"""
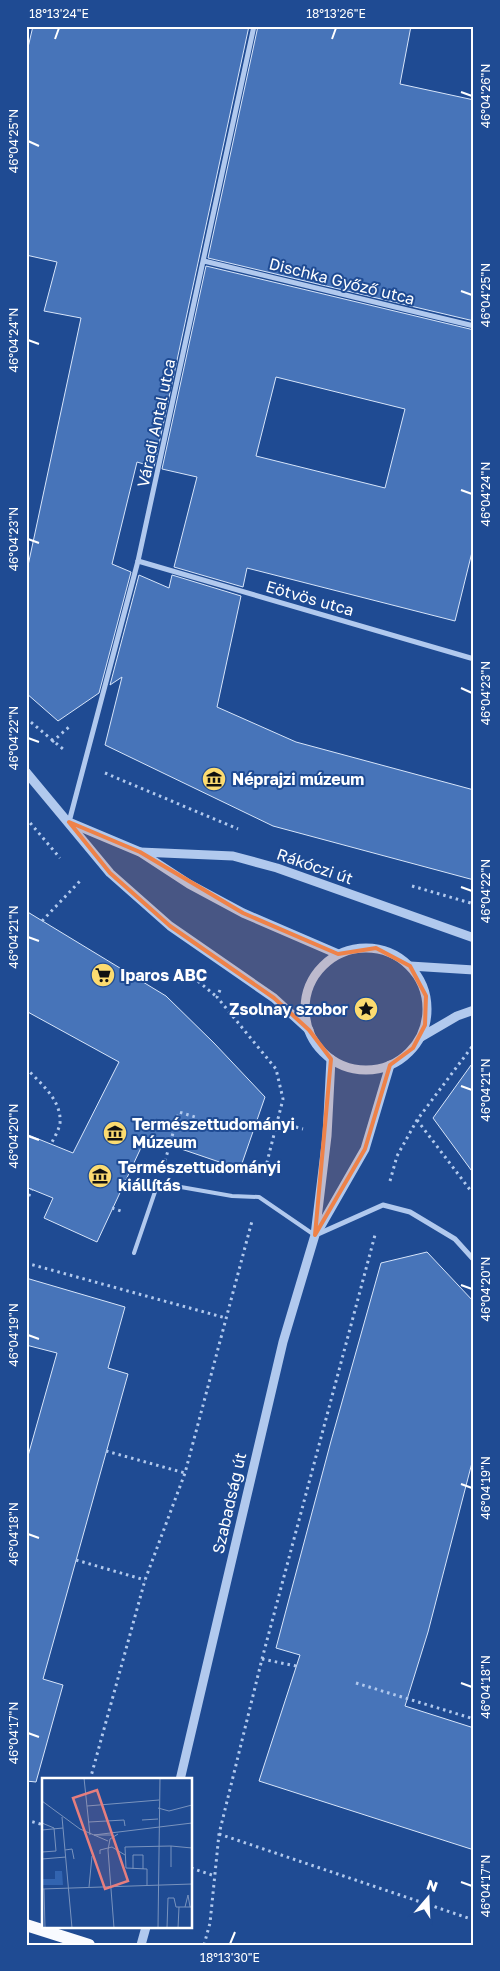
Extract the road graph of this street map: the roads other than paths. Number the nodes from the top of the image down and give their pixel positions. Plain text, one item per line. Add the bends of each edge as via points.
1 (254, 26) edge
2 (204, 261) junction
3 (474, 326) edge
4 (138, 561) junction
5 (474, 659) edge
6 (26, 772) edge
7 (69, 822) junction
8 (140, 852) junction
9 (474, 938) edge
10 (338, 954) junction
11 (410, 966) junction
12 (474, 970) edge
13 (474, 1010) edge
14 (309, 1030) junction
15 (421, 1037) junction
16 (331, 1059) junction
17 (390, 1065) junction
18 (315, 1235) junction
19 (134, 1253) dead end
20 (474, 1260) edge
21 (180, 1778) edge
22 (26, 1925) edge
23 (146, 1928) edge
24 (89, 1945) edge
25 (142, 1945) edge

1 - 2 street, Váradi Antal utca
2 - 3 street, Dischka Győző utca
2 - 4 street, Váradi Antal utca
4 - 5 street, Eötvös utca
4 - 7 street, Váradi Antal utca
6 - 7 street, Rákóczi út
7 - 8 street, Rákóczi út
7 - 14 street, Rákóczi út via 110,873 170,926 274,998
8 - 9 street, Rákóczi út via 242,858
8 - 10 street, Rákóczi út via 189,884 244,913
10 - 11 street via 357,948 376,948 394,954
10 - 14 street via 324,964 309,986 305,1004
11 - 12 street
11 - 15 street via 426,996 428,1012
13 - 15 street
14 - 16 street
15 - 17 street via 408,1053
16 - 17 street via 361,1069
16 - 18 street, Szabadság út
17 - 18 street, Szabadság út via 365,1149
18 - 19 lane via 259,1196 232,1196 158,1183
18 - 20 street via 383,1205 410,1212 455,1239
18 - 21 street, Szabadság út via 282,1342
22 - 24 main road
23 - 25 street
"""
> **TASK DETAILS**:
Output the data above in full and exactly, with every image left out.

> **RESULT OF THIS TASK**:
Extract the road graph of this street map: the roads other than paths. Number the nodes from the top of the image down and give their pixel positions. Plain text, one item per line. Add the bends of each edge as via points.
1 (254, 26) edge
2 (204, 261) junction
3 (474, 326) edge
4 (138, 561) junction
5 (474, 659) edge
6 (26, 772) edge
7 (69, 822) junction
8 (140, 852) junction
9 (474, 938) edge
10 (338, 954) junction
11 (410, 966) junction
12 (474, 970) edge
13 (474, 1010) edge
14 (309, 1030) junction
15 (421, 1037) junction
16 (331, 1059) junction
17 (390, 1065) junction
18 (315, 1235) junction
19 (134, 1253) dead end
20 (474, 1260) edge
21 (180, 1778) edge
22 (26, 1925) edge
23 (146, 1928) edge
24 (89, 1945) edge
25 (142, 1945) edge

1 - 2 street, Váradi Antal utca
2 - 3 street, Dischka Győző utca
2 - 4 street, Váradi Antal utca
4 - 5 street, Eötvös utca
4 - 7 street, Váradi Antal utca
6 - 7 street, Rákóczi út
7 - 8 street, Rákóczi út
7 - 14 street, Rákóczi út via 110,873 170,926 274,998
8 - 9 street, Rákóczi út via 242,858
8 - 10 street, Rákóczi út via 189,884 244,913
10 - 11 street via 357,948 376,948 394,954
10 - 14 street via 324,964 309,986 305,1004
11 - 12 street
11 - 15 street via 426,996 428,1012
13 - 15 street
14 - 16 street
15 - 17 street via 408,1053
16 - 17 street via 361,1069
16 - 18 street, Szabadság út
17 - 18 street, Szabadság út via 365,1149
18 - 19 lane via 259,1196 232,1196 158,1183
18 - 20 street via 383,1205 410,1212 455,1239
18 - 21 street, Szabadság út via 282,1342
22 - 24 main road
23 - 25 street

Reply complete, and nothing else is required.